But I digress. Tonight (Sept 13), I wanted to see how the three primary evening news shows would cover Putin's meeting with the cabinet and governors. What I saw did not surprise me and will likely not surprise many of your readers, but it may be of interest to those who don't have the chance to watch Russian broadcast TV.

Vesti led with the President's remarks, uncut and uninterrupted by comment -- around 16 minutes in all. Given that none of this -- the speech, the new "security measures," the strengthening of the vertical of power -- would have taken place if not for the tragic events in Beslan, which are hard to see as not rooted in Chechnya, I found it interesting that Putin mentioned Chechnya exactly once in his remarks, in a list along with two other regions of the North Caucasus. The implication was that Chechnya's only problems are the ones it shares with Ingushetia and Dagestan: unemployment, low per capita income, and high child mortality. This might have been enough official "news" to make me turn off the TV in any event, but as it happened a mundane concern intervened -- I had to make a quick run to the grocery store as Vesti switched over to the Health Minister's remarks at the same meeting, so I don't know what else Vesti covered tonight. I can say with certainty that more than half of the broadcast was taken up with just the President's uncut speech.

Who knows what other stories the remainder of Vesti found time to cover -- I doubt it was substantially different from what I saw upon returning to my kitchen (where else?) to watch Vremia. Once again, after the introductory headlines, the President's remarks were aired in full. After showing a few remarks from other leaders at today's meeting, Vremia then showed Putin's remarks closing the meeting in full, for a total of roughly 20 minutes of VVP.

The program then showed some supportive soundbites from Igor Ivanov, Yuri Luzhkov, and Mintimer Shaimiev at a post-meeting news conference, which took roughly 3 minutes; and occupied another 3-4 minutes with similar comments from various governors (Sobyanin of Tyumen', Katanandov of Karelia, Matvienko of SPB, and Alkhanov of Chechnya).

This left 3-4 minutes (out of 30) for the rest of the day's news -- a story on the start of the school year in North Ossetia and a brief piece on the victims of Beslan.

More interesting than Zhanna Agalakova's abrupt sign-off was what followed Vremia with no commercial interruption (to be fair, I think it is the nightly practice on Channel 1 to segue straight into the next program after the news with no ad break): the premiere of the action series "Antikiller2," with a lengthy opening scene involving Russian special forces on a helicopter raid against the base of some terrorists who are first shown plotting and divvying up large piles of money.
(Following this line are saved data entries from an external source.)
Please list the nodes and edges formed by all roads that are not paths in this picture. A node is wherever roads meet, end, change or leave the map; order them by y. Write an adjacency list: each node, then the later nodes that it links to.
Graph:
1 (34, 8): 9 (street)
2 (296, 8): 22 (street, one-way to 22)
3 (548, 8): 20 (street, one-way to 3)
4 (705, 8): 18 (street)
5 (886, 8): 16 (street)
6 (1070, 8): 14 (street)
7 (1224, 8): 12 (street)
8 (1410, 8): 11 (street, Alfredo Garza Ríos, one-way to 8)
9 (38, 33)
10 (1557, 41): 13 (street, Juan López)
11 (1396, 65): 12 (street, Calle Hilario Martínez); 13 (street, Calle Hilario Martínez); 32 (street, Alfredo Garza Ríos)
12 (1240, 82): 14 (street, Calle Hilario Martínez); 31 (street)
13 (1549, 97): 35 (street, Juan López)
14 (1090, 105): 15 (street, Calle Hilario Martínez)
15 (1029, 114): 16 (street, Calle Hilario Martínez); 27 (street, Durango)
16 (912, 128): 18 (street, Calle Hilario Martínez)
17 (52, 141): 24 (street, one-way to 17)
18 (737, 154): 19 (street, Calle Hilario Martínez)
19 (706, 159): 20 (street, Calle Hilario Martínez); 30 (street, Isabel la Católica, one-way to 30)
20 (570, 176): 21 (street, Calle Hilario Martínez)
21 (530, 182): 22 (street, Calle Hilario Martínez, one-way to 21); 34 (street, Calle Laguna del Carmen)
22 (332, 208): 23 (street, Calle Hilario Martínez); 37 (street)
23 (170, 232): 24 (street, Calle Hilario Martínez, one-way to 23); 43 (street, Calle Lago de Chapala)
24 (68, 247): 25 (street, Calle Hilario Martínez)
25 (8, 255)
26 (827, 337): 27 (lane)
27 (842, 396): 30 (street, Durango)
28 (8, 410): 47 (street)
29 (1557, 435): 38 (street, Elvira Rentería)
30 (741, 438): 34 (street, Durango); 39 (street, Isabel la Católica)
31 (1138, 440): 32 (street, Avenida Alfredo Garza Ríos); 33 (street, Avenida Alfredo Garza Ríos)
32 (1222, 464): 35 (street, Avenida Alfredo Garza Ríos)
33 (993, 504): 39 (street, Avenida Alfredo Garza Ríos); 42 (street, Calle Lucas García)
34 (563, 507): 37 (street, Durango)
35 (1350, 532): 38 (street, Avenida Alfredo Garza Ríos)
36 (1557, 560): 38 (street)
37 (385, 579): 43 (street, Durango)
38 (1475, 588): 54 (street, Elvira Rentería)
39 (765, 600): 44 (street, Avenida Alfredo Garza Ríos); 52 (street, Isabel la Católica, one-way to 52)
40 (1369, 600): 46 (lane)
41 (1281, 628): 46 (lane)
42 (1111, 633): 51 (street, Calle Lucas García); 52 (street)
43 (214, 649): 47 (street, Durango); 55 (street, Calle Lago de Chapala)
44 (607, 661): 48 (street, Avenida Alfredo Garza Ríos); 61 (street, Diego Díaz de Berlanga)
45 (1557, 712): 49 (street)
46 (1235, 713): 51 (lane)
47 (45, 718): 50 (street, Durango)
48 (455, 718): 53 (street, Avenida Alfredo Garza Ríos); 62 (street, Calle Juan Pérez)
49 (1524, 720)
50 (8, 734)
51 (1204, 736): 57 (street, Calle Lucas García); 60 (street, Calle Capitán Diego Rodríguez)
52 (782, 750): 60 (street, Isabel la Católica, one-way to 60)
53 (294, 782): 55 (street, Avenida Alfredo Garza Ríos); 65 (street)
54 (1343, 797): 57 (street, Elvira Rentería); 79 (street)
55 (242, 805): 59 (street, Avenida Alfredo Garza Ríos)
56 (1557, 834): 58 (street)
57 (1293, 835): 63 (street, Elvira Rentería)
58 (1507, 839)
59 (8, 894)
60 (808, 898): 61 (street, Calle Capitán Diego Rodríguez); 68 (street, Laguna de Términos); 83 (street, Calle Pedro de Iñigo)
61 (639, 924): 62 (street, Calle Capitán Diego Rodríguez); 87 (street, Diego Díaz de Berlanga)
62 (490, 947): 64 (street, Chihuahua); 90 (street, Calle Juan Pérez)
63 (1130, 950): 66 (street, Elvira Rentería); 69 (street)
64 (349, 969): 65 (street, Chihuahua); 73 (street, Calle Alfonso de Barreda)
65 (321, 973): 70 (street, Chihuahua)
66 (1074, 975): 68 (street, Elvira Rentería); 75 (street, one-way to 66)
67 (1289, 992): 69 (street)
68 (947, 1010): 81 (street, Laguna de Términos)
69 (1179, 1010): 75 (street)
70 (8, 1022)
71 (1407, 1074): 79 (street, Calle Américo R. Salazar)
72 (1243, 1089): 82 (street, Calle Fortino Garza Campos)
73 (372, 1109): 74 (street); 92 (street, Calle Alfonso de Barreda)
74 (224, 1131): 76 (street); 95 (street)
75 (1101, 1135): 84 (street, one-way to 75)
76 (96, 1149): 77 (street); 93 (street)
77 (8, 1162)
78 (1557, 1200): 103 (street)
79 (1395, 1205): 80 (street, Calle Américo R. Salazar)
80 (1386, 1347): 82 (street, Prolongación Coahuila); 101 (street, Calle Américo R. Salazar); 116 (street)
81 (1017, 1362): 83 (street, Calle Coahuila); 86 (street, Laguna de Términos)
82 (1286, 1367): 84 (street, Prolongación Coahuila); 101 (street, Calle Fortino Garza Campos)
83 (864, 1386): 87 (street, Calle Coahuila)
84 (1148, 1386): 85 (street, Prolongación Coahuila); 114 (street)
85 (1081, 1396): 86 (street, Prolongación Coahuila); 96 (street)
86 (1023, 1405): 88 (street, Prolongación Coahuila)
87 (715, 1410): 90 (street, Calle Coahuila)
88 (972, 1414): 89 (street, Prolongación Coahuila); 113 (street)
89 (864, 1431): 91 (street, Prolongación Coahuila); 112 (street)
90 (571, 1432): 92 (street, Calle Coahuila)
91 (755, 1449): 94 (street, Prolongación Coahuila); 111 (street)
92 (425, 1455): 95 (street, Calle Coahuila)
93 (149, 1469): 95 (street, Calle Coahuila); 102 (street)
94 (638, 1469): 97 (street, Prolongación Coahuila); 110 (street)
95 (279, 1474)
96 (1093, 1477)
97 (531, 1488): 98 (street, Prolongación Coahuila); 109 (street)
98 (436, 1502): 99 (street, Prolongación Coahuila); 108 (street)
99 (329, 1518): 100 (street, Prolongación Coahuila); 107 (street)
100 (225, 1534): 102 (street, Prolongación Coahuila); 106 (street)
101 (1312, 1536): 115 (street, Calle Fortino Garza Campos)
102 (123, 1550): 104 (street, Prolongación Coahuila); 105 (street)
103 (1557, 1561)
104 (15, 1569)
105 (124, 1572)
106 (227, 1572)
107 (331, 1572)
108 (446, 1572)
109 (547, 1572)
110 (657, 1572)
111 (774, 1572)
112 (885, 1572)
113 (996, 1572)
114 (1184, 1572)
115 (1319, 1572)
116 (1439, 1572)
State TV was right on message -- the fictional heroes of the show were looking to "destroy the criminals in their own den," as Putin put it in his speech today.

30 minutes later Strana i Mir (SiM) lived up to my expectations by spending only about 10 of its 40 minutes on the political headline of the day but still packing in more interpretation and information than the relatively commentary-free coverage on the "official" channels. Interspersed with soundbites from Putin's speech and commentary on its contents, SiM showed footage of the impressively identical black 7-series BMW's and other large, shiny, expensive vehicles with migalki arrayed outside the hall where the government meeting took place.
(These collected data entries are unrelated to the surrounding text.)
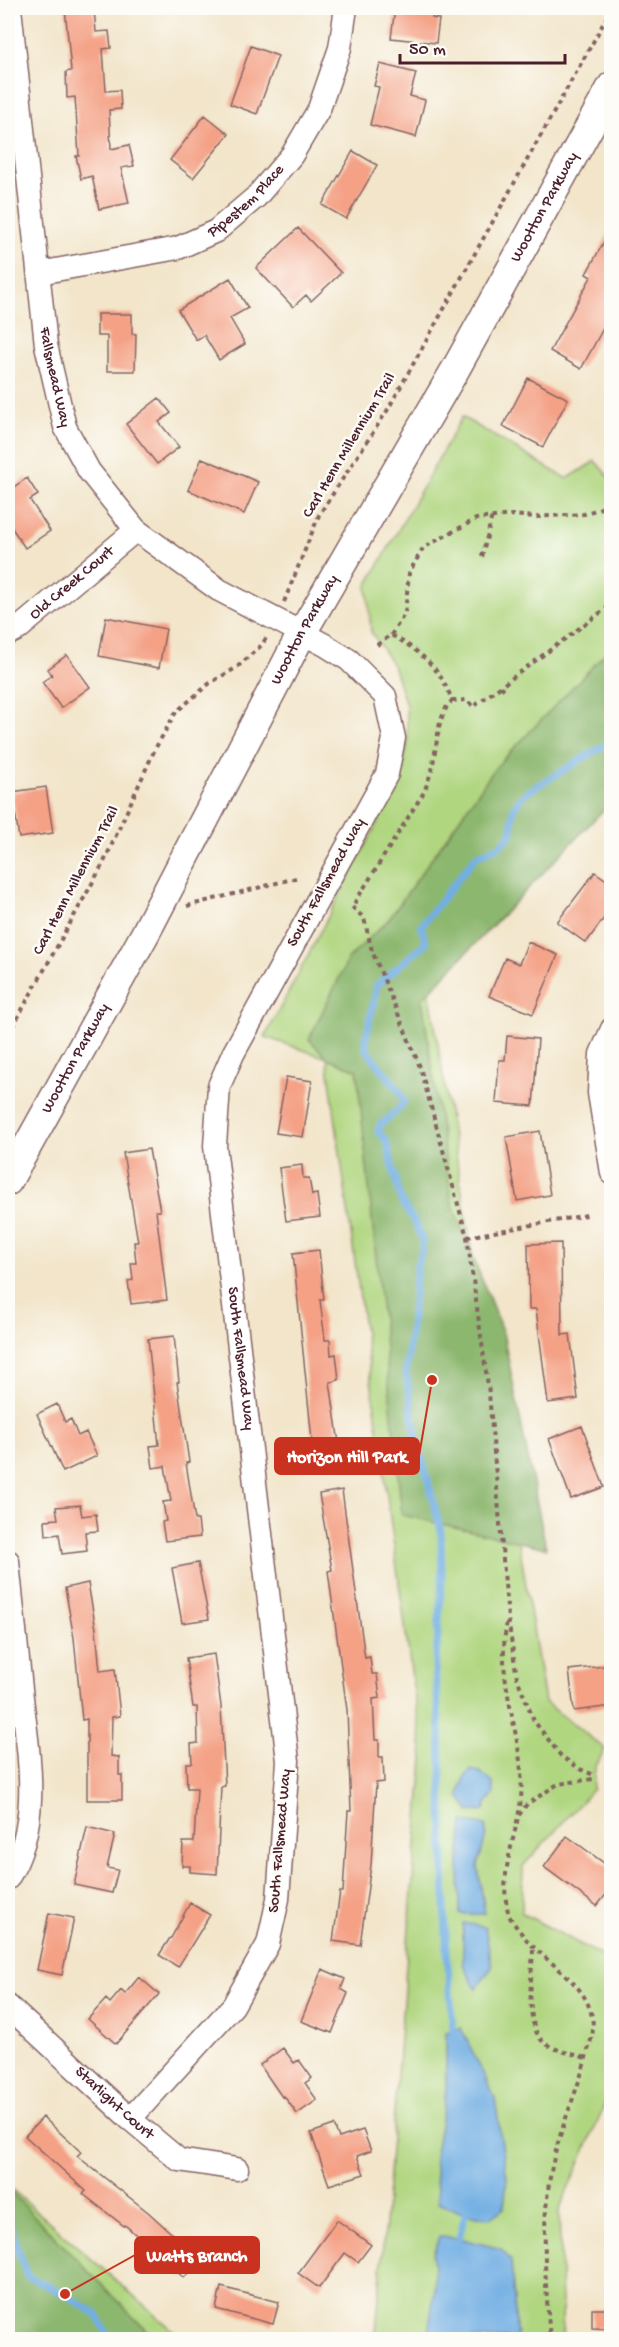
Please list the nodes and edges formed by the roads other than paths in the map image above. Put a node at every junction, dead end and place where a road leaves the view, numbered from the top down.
1 (10, 8) edge
2 (346, 8) edge
3 (612, 86) edge
4 (39, 273) junction
5 (136, 530) junction
6 (302, 633) junction
7 (8, 634) edge
8 (612, 1029) edge
9 (612, 1173) edge
10 (8, 1181) edge
11 (8, 1561) edge
12 (8, 1878) edge
13 (8, 2006) edge
14 (130, 2119) junction
15 (237, 2169) dead end

1 - 4 street, Fallsmead Way
2 - 4 street, Pipestem Place
3 - 6 main road, Wootton Parkway
4 - 5 street, Fallsmead Way
5 - 6 street, Fallsmead Way
5 - 7 street, Old Creek Court
6 - 10 main road, Wootton Parkway
6 - 14 street, South Fallsmead Way
8 - 9 street
11 - 12 street
13 - 14 street, Starlight Court
14 - 15 street, Starlight Court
Where Vremia allowed the The focus to stay on the positive side of the changes proposed by Putin, NTV's focus was immediately on the key negative aspects of the President's new initiatives. They quickly summed up the idea that governors will now be "nominated" by the President and that the Duma will no longer have any deputies from single-mandate districts. On the shift of Yakovlev into the new Regional Development Minister's chair and of Kozak into the YuFO PolPred role, SiM's tagline was, "chinovniki meniaiut kresla" ("the bureaucrats are changing seats").

Instead of the amen corner displayed on Vremia, SiM brought out Boris Nemtsov, who viewed Putin's proposed changes as moving Russia "toward the 3rd world," and called the new system of appointing governors a "rejection of federalism."

NTV's in-house political commentator noted that the changes for many governors and for the Duma won't take effect until terms expire in a few years, so the change in that respect will not be immediate. He also noted that the US did not consider after September 11th revising its political structure on the scale which Putin has proposed, perhaps implying that a time of national crisis is not the best moment for such decisions.

SiM's second story was 3 minutes on the trial of the veterinarian accused of distributing ketamine; they then covered the interesting situation at the US consulate in Ekaterinburg, where a dispute with the consulate's landlord led to their front door being blockaded last Friday night. As a result of this, numerous attendees at a consulate function had to exit the building by climbing down from a second-story window using a stepladder.

There followed a rather tongue-in-cheek look at the latest book by Kyrgyz President Askar Akayev, which was used as an excuse to examine the history of post-Soviet presidential memoirs and other books - from Gorbachev, to Yeltsin, to Kuchma, to Karimov and Turkmenbashi.

After the ad break, there was a half-minute piece on the start of the school year in North Ossetia, which segued into a longer feature about how cameras are being used on Moscow streets to combat terrorism. Apparently there is a network of several thousand security cameras set up around the capital and such systems are also being set up in other cities.

The weather report followed, then a segment on the Pet Shop Boys' collaboration with the Dresden Symphony Orchestra's on a new soundtrack to Eisenstein's "Battleship Potyomkin," which was shown in an experimental concert on Trafalgar Square. After that, another story from the realm of art and (maybe) culture - it seems the boxing Klichko brothers are branching out by doing German-language voice-overs for cartoon characters in a soon-to-be-released Disney film. The sports portion of the broadcast was devoted to the Russian successes at the US Open and to the Olympians' Ball held recently in Moscow.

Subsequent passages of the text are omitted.